From the first line to the last, restate the data exactly, leaving out the images.

*** Source data Section Begins ***

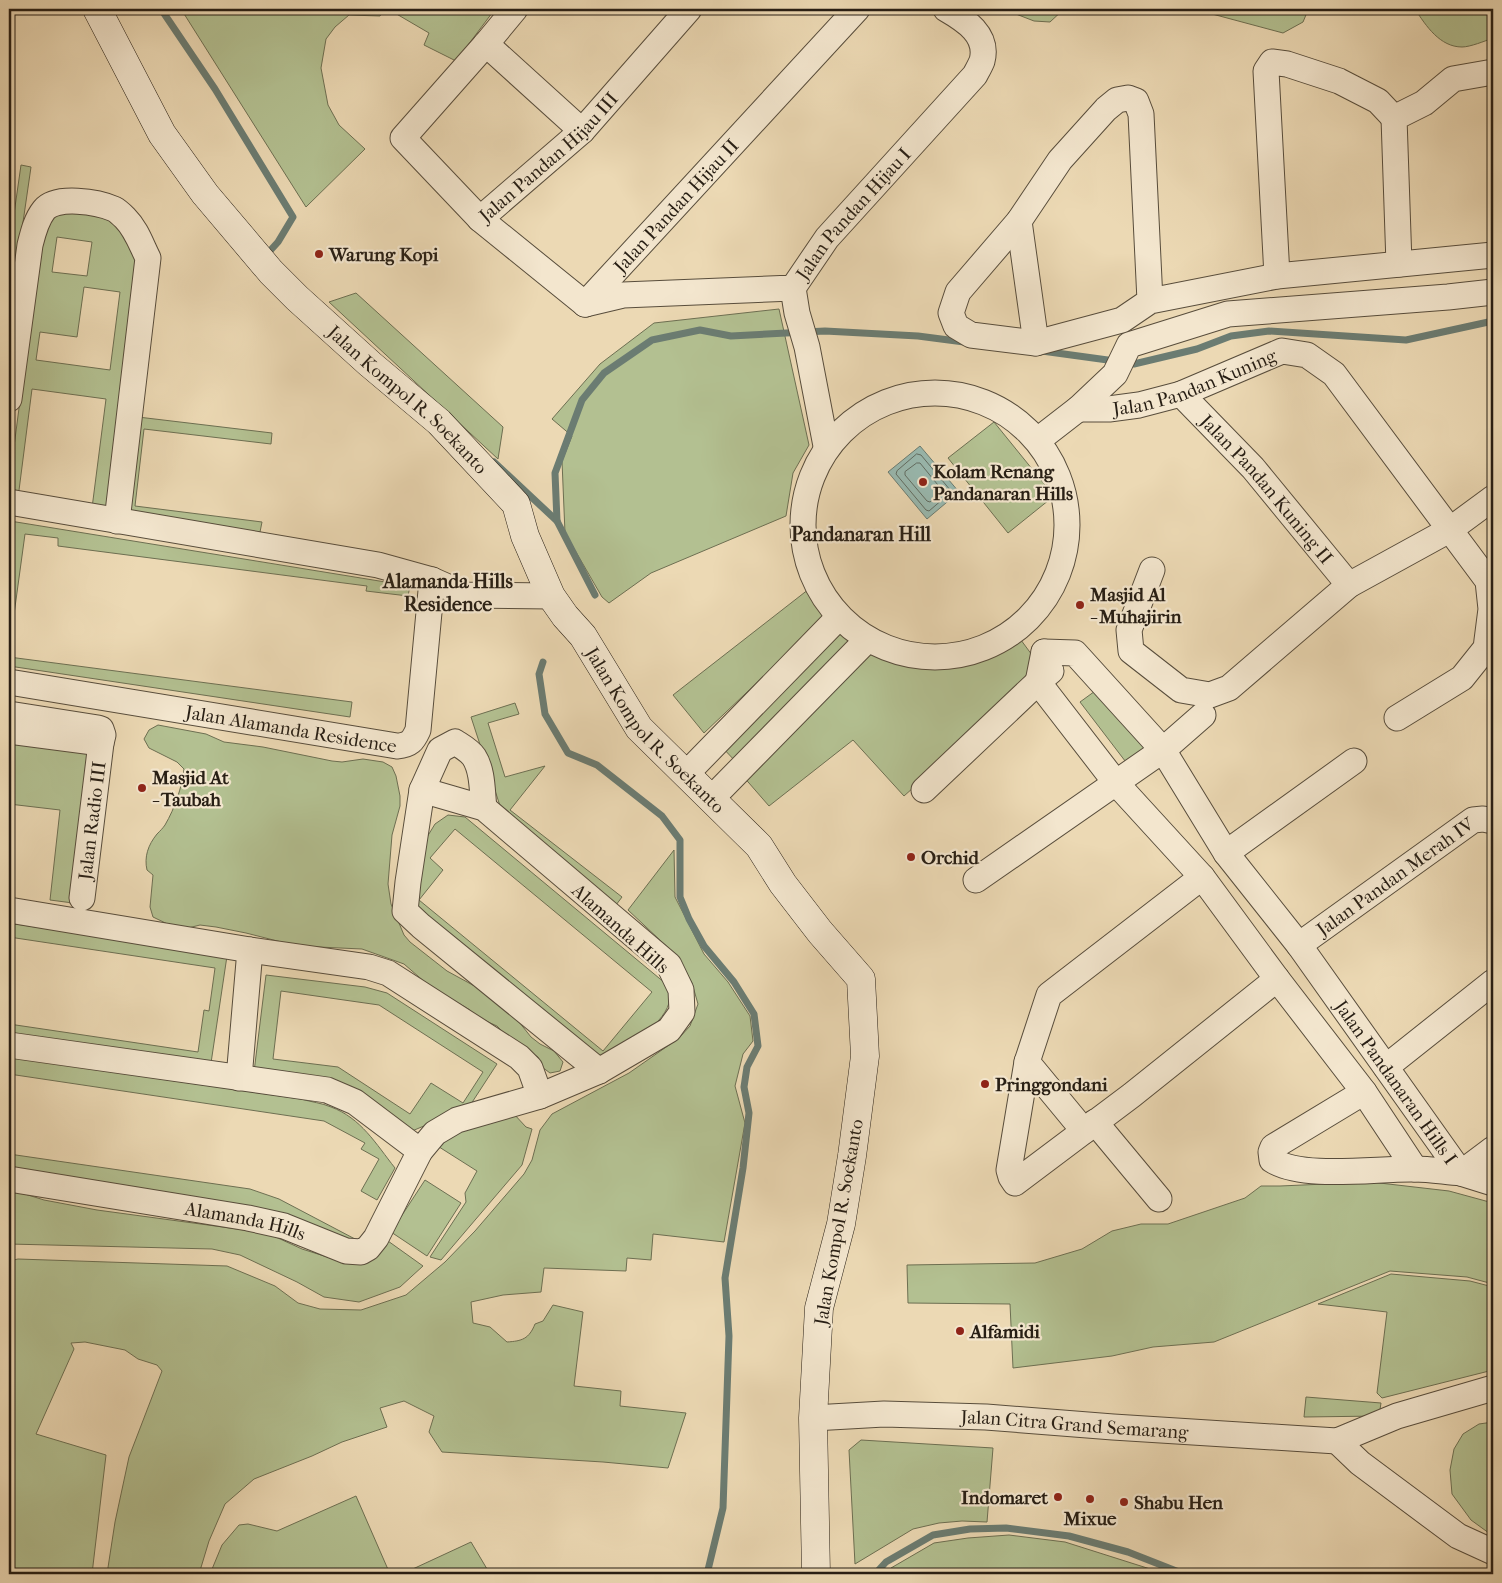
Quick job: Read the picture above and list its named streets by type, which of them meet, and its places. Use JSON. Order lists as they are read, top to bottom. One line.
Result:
{"streets":{"main road":["Jalan Kompol R. Soekanto"],"street":["Jalan Pandan Hijau III","Jalan Pandan Hijau II","Jalan Pandan Hijau I","Jalan Pandan Kuning","Jalan Pandan Kuning II","Jalan Alamanda Residence","Jalan Radio III","Jalan Pandan Merah IV","Alamanda Hills","Jalan Pandanaran Hills I","Jalan Citra Grand Semarang"]},"crossings":[["Jalan Pandan Hijau II","Jalan Pandan Hijau I"],["Jalan Pandan Kuning","Jalan Pandan Kuning II"],["Jalan Kompol R. Soekanto","Jalan Citra Grand Semarang"],["Jalan Pandan Merah IV","Jalan Pandanaran Hills I"]],"districts":["Pandanaran Hill","Alamanda Hills Residence"],"places":["Warung Kopi","Kolam Renang Pandanaran Hills","Masjid Al - Muhajirin","Masjid At - Taubah","Orchid","Pringgondani","Alfamidi","Indomaret","Mixue","Shabu Hen"]}
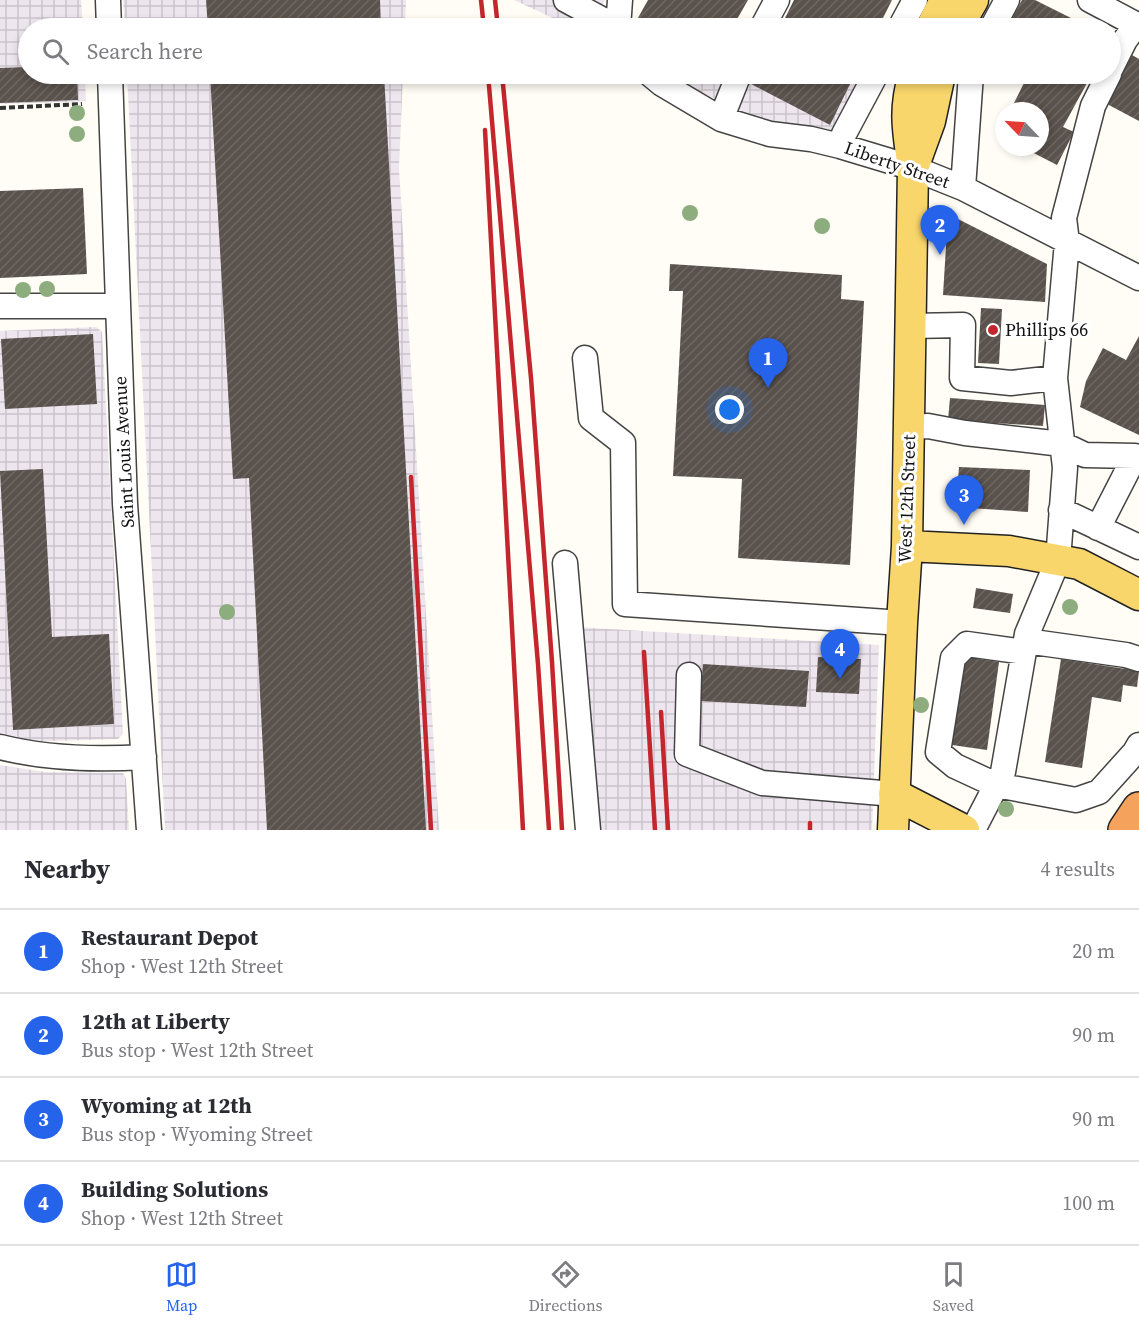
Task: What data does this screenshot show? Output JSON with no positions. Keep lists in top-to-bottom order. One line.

*** Source data Section Ends ***

**Answer to this task**
Quick job: Read the picture above and list its named streets by type, which of them meet, and its places. Use JSON. Order lists as they are read, top to bottom. One line.
Result:
{"streets":{"main road":["Jalan Kompol R. Soekanto"],"street":["Jalan Pandan Hijau III","Jalan Pandan Hijau II","Jalan Pandan Hijau I","Jalan Pandan Kuning","Jalan Pandan Kuning II","Jalan Alamanda Residence","Jalan Radio III","Jalan Pandan Merah IV","Alamanda Hills","Jalan Pandanaran Hills I","Jalan Citra Grand Semarang"]},"crossings":[["Jalan Pandan Hijau II","Jalan Pandan Hijau I"],["Jalan Pandan Kuning","Jalan Pandan Kuning II"],["Jalan Kompol R. Soekanto","Jalan Citra Grand Semarang"],["Jalan Pandan Merah IV","Jalan Pandanaran Hills I"]],"districts":["Pandanaran Hill","Alamanda Hills Residence"],"places":["Warung Kopi","Kolam Renang Pandanaran Hills","Masjid Al - Muhajirin","Masjid At - Taubah","Orchid","Pringgondani","Alfamidi","Indomaret","Mixue","Shabu Hen"]}
Task: What data does this screenshot show? Output JSON with no positions. Keep lists in top-to-bottom order. One line.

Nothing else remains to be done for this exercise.